**DATA FOR THIS TASK:**
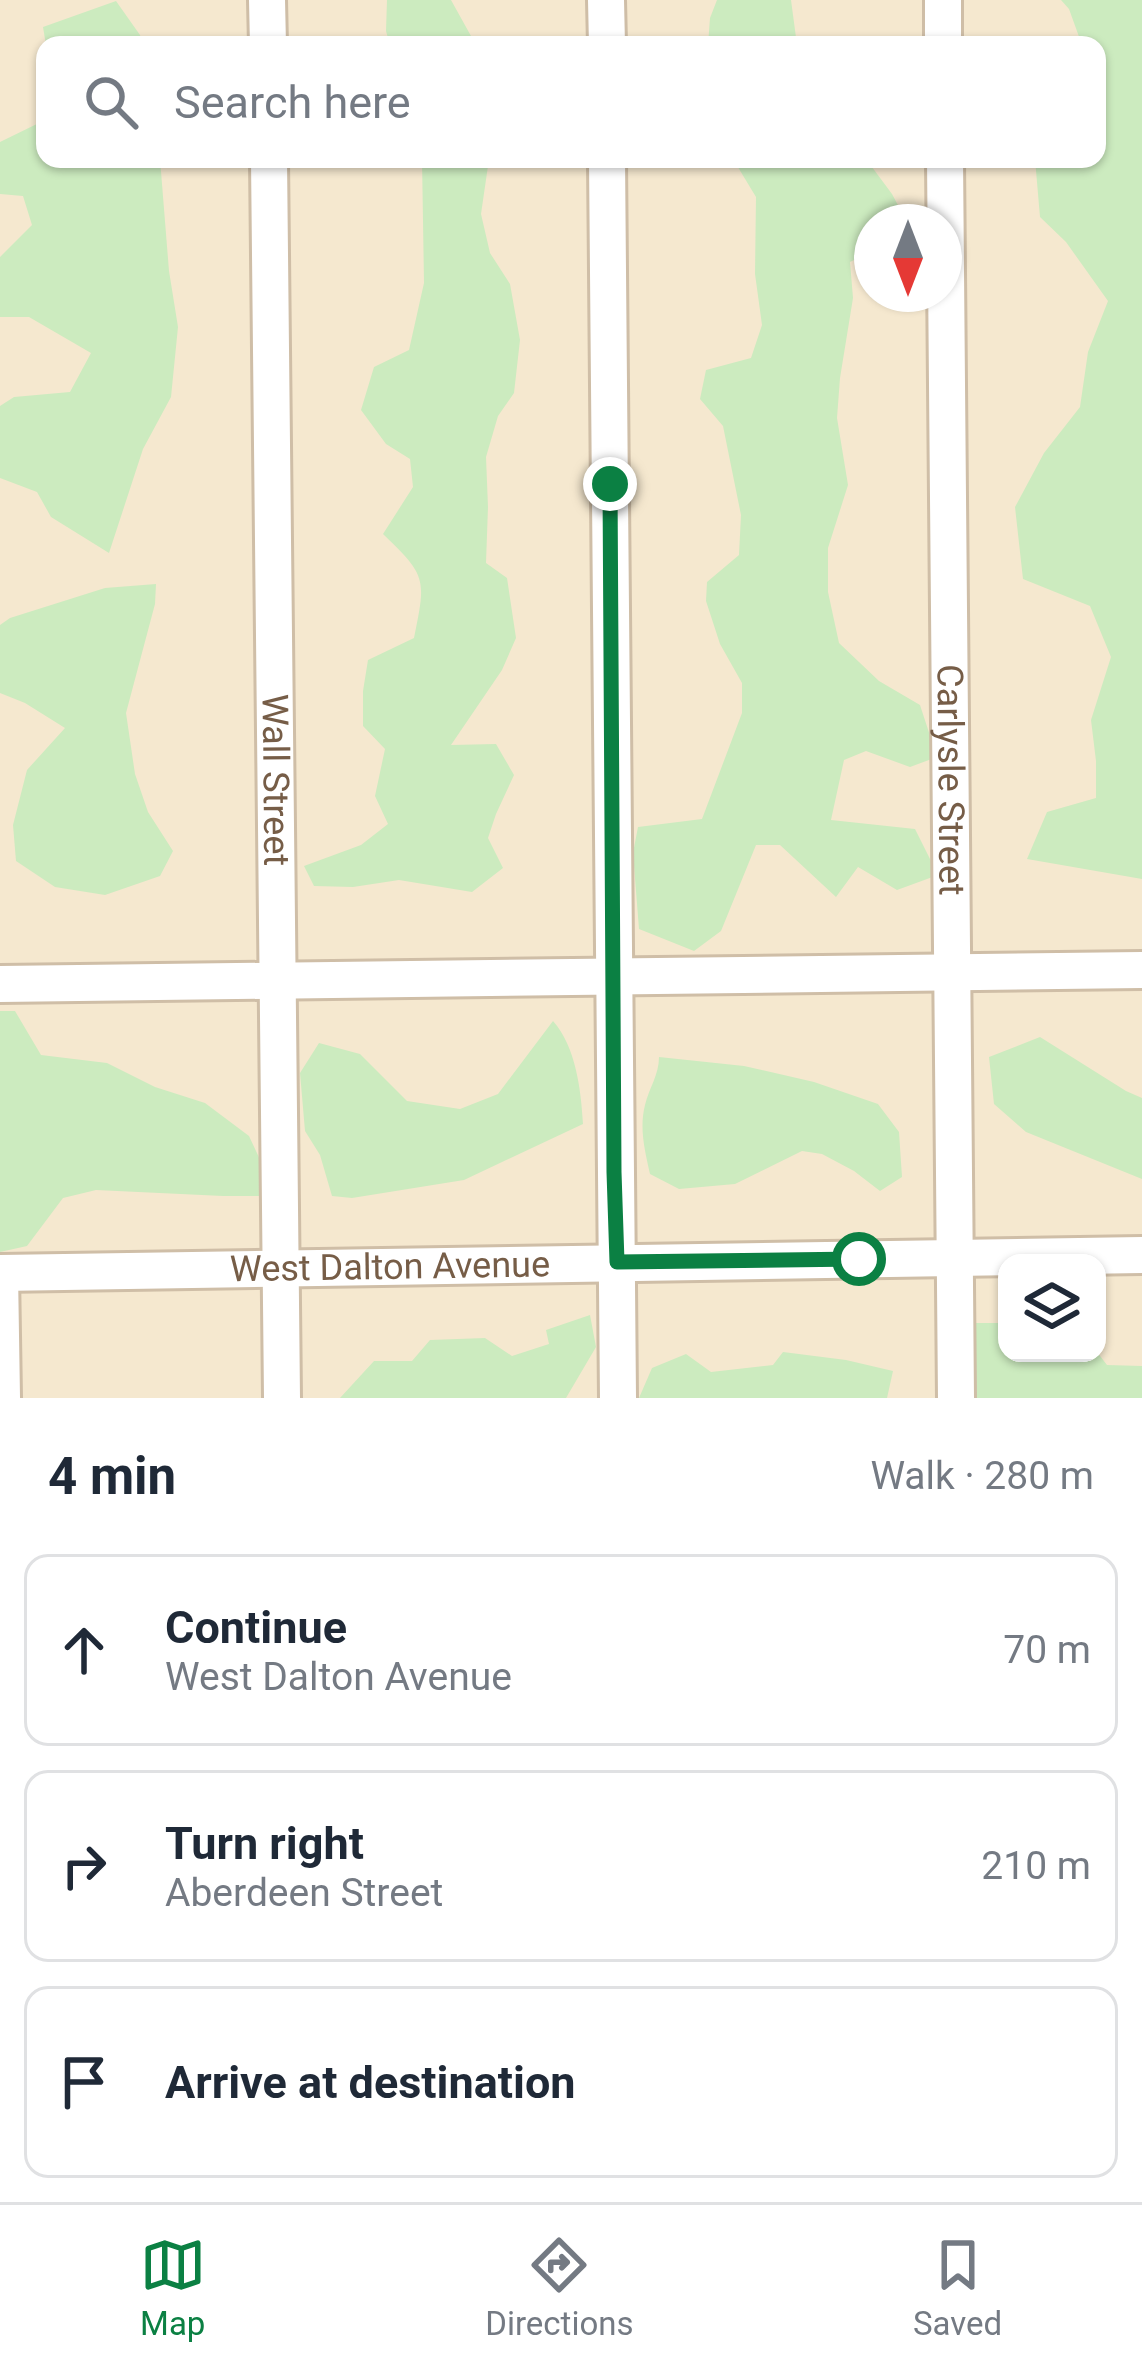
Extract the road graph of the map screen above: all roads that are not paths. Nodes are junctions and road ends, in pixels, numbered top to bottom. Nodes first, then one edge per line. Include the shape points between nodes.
1 (268, 0) edge
2 (606, 0) edge
3 (943, 0) edge
4 (268, 36) edge
5 (607, 36) edge
6 (943, 36) edge
7 (269, 168) edge
8 (607, 168) edge
9 (945, 168) edge
10 (1142, 970) edge
11 (953, 972) junction
12 (614, 976) junction
13 (276, 982) junction
14 (0, 984) edge
15 (1142, 1255) edge
16 (954, 1260) junction
17 (617, 1262) junction
18 (281, 1268) junction
19 (0, 1273) edge
20 (2, 1398) edge
21 (282, 1398) edge
22 (618, 1398) edge
23 (956, 1398) edge

1 - 4 street
2 - 5 street
3 - 6 street
7 - 13 street, Wall Street
8 - 12 street
9 - 11 street, Carlysle Street
10 - 11 street
11 - 12 street
11 - 16 street, Carlysle Street
12 - 13 street
12 - 17 street
13 - 14 street
13 - 18 street, Wall Street
15 - 16 street, West Dalton Avenue
16 - 17 street, West Dalton Avenue
16 - 23 street, Carlysle Street
17 - 18 street, West Dalton Avenue
17 - 22 street
18 - 19 street, West Dalton Avenue
18 - 21 street, Wall Street
19 - 20 street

**TASK BRIEF:** Will you restate every entry word for word and omit the images?

**TASK OUTPUT:**
Extract the road graph of the map screen above: all roads that are not paths. Nodes are junctions and road ends, in pixels, numbered top to bottom. Nodes first, then one edge per line. Include the shape points between nodes.
1 (268, 0) edge
2 (606, 0) edge
3 (943, 0) edge
4 (268, 36) edge
5 (607, 36) edge
6 (943, 36) edge
7 (269, 168) edge
8 (607, 168) edge
9 (945, 168) edge
10 (1142, 970) edge
11 (953, 972) junction
12 (614, 976) junction
13 (276, 982) junction
14 (0, 984) edge
15 (1142, 1255) edge
16 (954, 1260) junction
17 (617, 1262) junction
18 (281, 1268) junction
19 (0, 1273) edge
20 (2, 1398) edge
21 (282, 1398) edge
22 (618, 1398) edge
23 (956, 1398) edge

1 - 4 street
2 - 5 street
3 - 6 street
7 - 13 street, Wall Street
8 - 12 street
9 - 11 street, Carlysle Street
10 - 11 street
11 - 12 street
11 - 16 street, Carlysle Street
12 - 13 street
12 - 17 street
13 - 14 street
13 - 18 street, Wall Street
15 - 16 street, West Dalton Avenue
16 - 17 street, West Dalton Avenue
16 - 23 street, Carlysle Street
17 - 18 street, West Dalton Avenue
17 - 22 street
18 - 19 street, West Dalton Avenue
18 - 21 street, Wall Street
19 - 20 street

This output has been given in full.